* What you need to do
Whenever the word "Fenoll" appears in a line of the data below, copy that line.

________________________

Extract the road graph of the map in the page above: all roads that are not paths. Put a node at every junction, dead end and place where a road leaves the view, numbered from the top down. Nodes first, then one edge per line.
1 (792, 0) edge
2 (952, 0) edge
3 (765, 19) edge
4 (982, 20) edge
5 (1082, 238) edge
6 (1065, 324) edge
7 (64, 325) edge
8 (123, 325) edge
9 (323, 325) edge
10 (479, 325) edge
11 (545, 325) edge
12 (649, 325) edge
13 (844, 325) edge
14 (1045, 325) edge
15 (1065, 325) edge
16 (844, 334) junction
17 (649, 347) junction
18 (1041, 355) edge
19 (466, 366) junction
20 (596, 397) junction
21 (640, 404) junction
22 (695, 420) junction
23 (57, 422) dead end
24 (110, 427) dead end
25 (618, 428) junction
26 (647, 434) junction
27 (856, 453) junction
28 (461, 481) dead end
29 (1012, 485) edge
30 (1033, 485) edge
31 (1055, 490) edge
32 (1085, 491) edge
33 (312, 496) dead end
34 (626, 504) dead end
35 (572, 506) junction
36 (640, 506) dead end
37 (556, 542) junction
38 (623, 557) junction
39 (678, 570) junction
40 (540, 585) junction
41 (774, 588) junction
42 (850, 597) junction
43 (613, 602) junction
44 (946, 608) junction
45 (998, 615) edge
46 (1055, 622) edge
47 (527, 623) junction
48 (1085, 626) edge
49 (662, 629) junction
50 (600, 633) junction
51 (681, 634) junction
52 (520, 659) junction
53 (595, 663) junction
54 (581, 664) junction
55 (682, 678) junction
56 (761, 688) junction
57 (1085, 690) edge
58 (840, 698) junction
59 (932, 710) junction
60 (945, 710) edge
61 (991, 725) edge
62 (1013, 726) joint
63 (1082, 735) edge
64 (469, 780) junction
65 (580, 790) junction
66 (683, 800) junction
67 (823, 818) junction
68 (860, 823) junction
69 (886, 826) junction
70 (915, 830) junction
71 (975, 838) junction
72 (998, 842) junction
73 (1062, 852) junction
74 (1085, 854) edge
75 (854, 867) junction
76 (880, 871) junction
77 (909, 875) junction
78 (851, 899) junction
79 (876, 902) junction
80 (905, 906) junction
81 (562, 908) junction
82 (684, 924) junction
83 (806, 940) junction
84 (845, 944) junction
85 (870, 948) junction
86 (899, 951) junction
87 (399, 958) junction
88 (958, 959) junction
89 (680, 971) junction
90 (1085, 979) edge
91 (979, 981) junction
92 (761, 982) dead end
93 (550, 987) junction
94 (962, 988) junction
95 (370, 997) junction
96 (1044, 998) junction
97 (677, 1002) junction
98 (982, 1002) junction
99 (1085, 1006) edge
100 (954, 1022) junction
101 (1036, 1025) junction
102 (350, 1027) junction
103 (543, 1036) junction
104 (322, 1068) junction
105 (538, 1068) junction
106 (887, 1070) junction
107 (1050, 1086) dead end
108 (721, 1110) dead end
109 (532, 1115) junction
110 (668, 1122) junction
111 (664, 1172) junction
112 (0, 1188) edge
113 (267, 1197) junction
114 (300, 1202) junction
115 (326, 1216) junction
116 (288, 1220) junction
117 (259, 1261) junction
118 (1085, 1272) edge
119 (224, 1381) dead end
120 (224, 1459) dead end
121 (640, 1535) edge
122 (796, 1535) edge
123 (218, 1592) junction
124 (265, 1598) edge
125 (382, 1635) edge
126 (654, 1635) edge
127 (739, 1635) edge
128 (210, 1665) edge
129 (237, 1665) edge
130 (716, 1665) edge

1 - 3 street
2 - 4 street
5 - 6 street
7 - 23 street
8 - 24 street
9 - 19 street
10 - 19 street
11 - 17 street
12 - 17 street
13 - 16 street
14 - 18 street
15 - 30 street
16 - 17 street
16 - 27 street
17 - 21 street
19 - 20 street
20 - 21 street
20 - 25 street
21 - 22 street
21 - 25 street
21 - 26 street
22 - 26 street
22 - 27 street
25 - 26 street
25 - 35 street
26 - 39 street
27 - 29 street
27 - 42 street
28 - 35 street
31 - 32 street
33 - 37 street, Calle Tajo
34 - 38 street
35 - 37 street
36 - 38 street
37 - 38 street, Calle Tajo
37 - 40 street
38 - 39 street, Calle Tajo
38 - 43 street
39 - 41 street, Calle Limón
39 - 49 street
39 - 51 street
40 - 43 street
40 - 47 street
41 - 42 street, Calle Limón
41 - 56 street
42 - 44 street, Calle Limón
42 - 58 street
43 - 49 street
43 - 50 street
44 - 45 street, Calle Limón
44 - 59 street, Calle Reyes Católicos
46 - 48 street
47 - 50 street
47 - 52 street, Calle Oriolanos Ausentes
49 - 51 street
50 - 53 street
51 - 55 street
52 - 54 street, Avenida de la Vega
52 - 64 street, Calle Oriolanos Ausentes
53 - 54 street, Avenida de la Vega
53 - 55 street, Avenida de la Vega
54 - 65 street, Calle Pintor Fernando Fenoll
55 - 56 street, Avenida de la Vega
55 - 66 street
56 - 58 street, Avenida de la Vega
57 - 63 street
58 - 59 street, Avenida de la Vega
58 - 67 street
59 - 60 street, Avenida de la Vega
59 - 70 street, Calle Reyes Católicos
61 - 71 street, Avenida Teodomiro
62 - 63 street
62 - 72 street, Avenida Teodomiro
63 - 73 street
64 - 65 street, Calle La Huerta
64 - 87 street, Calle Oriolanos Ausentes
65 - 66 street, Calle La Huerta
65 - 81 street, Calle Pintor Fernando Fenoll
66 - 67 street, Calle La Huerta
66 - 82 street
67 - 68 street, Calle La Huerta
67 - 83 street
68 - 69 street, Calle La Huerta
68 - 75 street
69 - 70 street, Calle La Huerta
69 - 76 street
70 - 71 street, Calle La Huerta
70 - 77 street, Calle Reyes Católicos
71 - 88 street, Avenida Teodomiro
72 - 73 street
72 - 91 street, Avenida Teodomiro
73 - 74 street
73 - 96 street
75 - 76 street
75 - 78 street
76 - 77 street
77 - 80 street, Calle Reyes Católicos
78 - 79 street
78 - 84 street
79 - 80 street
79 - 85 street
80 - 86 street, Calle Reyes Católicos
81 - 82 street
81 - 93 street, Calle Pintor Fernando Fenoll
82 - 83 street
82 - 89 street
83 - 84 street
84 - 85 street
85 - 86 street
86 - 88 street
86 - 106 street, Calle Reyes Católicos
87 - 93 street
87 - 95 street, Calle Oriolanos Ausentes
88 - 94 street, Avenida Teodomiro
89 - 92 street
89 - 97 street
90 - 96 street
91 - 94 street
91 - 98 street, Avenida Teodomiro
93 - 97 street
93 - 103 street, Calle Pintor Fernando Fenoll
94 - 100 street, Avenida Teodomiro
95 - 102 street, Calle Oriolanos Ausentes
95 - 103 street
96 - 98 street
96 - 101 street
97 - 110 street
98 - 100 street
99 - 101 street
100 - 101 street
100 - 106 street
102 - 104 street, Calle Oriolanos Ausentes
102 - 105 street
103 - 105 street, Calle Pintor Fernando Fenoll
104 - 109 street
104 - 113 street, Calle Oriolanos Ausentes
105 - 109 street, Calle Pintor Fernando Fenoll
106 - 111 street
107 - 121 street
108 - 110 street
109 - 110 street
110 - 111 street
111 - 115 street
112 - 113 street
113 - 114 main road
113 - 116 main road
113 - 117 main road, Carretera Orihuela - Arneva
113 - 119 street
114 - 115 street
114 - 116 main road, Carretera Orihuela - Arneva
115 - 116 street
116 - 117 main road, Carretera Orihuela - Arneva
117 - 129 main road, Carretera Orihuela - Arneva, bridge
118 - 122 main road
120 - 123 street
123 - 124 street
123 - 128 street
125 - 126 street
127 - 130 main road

________________________

* Output
54 - 65 street, Calle Pintor Fernando Fenoll
65 - 81 street, Calle Pintor Fernando Fenoll
81 - 93 street, Calle Pintor Fernando Fenoll
93 - 103 street, Calle Pintor Fernando Fenoll
103 - 105 street, Calle Pintor Fernando Fenoll
105 - 109 street, Calle Pintor Fernando Fenoll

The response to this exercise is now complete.